If the programmer uses this code incorrectly after some time (for example, after six months), the “trap” will work, underline the line in the IDE in red, and everything will immediately become clear.
The Gradual approach to writing readable code mostly revolves around the number 5.
There are several ways to redistribute complexity:
The Gradual approach to working with complexity can be formulated in one sentence: if the number of new things in the code is much higher than 5, you need to use one of the ways to redistribute complexity from the list above.
The question of what a “new thing” is remains a bit off-screen. It depends on the developer’s background: how many years they have been writing code, what programming languages, frameworks, and approaches they know.
If the team has developers at different levels (for example, juniors and seniors), they will not be able to write code that is readable to each other. What is not new for a senior who has been writing code for 20 years, it will be for a Junior. Therefore, the code that the senior will write will be very simple, clear, and well — readable-but for seniors. And for juniors, the amount of “new” and, accordingly, the complexity in such code will be off the scale.

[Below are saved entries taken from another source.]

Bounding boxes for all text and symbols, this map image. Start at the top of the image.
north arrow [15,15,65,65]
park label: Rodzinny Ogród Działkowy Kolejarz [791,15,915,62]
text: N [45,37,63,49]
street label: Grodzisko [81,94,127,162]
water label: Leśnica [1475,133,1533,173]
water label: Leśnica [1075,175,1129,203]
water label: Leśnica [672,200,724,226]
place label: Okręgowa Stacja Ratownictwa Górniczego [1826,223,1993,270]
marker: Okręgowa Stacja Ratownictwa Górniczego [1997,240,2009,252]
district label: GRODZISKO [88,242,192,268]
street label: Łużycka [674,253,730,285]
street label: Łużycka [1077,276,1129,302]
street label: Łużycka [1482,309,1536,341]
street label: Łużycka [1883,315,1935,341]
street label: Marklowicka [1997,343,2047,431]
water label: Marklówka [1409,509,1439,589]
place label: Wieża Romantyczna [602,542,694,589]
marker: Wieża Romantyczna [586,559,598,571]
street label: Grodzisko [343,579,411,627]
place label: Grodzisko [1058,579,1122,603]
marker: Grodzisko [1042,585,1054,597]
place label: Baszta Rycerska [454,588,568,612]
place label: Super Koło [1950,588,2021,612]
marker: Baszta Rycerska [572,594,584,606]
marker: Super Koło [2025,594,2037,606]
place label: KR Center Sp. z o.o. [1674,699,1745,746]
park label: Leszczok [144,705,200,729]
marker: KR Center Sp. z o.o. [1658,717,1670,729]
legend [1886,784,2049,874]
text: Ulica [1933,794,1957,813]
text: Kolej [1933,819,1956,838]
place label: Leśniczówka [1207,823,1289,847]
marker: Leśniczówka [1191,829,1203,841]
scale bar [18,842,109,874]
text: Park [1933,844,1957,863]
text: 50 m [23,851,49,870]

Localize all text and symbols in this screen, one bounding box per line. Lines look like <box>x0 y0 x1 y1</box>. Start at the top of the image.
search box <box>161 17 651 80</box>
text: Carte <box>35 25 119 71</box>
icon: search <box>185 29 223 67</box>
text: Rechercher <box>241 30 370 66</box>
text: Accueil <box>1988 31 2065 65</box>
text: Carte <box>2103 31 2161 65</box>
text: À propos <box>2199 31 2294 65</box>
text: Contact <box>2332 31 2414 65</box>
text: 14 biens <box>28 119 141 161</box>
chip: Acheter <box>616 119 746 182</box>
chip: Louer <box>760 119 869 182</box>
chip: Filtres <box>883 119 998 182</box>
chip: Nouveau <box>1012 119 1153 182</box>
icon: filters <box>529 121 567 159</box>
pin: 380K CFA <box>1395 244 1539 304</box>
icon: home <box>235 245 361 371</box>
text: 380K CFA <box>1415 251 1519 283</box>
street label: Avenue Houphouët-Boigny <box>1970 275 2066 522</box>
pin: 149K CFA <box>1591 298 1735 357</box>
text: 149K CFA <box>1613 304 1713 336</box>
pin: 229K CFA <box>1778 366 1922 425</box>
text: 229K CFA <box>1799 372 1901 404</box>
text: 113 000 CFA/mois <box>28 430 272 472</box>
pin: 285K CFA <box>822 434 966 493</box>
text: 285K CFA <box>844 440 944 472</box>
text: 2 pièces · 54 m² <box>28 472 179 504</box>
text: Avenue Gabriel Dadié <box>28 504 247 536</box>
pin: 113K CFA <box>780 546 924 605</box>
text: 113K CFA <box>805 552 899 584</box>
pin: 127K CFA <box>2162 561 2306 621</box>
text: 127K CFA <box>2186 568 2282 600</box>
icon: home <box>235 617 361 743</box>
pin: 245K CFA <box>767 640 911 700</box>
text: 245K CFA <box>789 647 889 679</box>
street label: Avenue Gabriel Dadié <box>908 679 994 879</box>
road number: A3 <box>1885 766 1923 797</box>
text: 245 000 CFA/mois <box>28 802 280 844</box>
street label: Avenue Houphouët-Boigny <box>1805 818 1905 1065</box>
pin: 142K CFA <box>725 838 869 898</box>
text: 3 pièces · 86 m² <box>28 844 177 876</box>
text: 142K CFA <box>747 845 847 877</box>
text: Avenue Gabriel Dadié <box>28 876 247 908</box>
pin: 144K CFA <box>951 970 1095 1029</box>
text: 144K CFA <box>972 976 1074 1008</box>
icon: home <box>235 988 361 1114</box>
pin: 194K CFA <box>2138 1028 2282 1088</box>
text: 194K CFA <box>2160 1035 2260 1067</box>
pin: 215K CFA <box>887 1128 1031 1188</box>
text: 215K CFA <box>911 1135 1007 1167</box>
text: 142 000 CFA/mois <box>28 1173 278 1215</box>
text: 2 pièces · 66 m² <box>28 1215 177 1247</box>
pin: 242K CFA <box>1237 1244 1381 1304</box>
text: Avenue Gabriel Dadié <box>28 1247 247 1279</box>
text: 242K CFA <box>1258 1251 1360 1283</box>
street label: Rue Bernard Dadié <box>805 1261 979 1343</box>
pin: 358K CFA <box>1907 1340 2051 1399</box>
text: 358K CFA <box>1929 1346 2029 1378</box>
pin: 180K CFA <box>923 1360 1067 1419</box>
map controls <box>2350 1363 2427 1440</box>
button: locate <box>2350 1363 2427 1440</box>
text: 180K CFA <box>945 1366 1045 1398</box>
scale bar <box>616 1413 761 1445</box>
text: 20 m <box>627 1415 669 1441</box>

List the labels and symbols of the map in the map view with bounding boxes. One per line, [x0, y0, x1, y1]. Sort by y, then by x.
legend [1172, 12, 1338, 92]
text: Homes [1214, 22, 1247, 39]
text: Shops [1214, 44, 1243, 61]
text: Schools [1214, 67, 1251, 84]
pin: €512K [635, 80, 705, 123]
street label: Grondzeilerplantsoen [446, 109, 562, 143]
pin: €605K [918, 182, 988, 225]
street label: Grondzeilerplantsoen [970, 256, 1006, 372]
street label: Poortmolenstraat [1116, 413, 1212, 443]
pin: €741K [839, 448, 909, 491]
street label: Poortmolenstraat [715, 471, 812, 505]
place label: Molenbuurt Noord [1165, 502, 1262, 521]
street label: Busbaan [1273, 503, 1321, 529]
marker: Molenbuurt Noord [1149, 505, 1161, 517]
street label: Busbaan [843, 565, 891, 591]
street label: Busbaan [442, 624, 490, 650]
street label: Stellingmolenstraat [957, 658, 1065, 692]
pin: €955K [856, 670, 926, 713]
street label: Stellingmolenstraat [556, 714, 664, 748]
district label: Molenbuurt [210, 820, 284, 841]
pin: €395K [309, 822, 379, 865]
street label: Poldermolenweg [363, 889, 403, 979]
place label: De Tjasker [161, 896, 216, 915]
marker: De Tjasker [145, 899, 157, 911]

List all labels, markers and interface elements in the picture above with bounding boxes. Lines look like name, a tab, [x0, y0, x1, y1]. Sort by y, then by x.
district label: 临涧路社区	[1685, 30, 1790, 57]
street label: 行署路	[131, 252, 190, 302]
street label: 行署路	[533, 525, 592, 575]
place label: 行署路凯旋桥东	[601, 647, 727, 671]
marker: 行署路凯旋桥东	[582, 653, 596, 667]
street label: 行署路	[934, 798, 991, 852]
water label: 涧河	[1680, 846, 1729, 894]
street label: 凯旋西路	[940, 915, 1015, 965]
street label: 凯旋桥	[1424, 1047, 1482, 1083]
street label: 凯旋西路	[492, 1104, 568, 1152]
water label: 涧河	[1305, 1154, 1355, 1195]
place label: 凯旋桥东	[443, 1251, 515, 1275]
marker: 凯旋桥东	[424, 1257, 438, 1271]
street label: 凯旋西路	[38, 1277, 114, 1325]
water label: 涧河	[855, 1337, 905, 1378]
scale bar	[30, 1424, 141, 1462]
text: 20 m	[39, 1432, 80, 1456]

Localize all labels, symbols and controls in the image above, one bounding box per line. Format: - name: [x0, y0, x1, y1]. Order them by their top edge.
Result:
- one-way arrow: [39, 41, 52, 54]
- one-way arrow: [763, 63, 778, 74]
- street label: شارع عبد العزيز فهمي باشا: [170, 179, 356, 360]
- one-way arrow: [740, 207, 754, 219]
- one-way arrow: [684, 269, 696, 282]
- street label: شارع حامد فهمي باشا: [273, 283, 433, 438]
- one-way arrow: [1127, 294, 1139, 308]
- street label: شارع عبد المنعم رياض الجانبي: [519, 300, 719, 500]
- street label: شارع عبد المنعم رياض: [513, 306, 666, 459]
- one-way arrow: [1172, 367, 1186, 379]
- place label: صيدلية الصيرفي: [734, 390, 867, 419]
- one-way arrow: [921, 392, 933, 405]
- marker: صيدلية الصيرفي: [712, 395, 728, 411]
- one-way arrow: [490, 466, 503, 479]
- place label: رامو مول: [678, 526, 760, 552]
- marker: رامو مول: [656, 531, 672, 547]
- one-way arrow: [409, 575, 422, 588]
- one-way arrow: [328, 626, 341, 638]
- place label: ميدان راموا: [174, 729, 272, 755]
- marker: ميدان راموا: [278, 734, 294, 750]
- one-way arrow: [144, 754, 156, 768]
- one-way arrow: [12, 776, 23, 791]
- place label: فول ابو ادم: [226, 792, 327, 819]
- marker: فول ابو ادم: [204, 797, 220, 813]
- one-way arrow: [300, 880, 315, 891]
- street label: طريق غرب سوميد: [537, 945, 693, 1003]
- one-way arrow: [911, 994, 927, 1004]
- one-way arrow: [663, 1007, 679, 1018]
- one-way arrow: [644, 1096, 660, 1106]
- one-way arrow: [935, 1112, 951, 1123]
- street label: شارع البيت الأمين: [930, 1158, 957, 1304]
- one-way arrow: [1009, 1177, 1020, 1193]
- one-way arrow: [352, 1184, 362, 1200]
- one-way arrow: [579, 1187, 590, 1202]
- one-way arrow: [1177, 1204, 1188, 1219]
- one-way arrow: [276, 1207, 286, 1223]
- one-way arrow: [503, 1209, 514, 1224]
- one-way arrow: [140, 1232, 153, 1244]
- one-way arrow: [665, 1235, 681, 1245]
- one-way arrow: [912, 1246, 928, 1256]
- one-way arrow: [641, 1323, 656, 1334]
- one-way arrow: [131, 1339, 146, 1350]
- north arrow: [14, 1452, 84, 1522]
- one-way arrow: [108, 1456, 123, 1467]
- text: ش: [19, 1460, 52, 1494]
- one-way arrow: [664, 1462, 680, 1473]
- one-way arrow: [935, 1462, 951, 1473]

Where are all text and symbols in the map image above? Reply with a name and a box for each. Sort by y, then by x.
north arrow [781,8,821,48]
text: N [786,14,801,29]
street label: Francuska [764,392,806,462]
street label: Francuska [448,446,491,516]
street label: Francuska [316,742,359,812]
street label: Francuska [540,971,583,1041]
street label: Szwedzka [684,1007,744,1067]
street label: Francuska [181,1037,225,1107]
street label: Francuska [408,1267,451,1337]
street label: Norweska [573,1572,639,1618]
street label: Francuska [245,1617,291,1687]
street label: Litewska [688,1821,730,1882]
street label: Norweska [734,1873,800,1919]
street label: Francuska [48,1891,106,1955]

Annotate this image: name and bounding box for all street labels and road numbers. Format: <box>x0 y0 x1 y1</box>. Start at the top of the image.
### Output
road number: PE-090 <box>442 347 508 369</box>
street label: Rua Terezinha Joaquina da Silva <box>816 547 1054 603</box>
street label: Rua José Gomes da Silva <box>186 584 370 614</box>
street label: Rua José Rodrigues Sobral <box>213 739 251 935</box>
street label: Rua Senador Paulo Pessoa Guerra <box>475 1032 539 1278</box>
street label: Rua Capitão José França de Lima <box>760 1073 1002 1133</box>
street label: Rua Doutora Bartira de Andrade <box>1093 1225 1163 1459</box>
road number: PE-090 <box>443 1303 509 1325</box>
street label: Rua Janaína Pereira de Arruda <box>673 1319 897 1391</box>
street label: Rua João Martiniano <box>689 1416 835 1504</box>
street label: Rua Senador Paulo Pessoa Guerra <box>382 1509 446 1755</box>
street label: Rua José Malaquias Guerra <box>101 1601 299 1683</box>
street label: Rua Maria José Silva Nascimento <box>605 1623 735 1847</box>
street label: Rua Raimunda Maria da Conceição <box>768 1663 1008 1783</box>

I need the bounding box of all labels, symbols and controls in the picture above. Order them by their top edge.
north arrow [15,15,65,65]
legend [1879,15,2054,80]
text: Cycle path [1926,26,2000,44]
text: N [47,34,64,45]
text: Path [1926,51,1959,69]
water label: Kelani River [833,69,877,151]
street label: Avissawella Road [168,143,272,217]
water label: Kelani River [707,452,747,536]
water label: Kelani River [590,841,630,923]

Practice shows that if we want the code that our developers write to be readable primarily for themselves, the qualifications of those who do this in the same team should be approximately the same.
Writing readable code is difficult. And the Gradual approach discussed in the article is not always applicable. Software development is very different: there is microcontroller development, there is game development, there is business automation according to specifications, and there the rules of the game are completely different.
But in most cases, the Gradual approach, which revolves around the number 5, is a good starting point.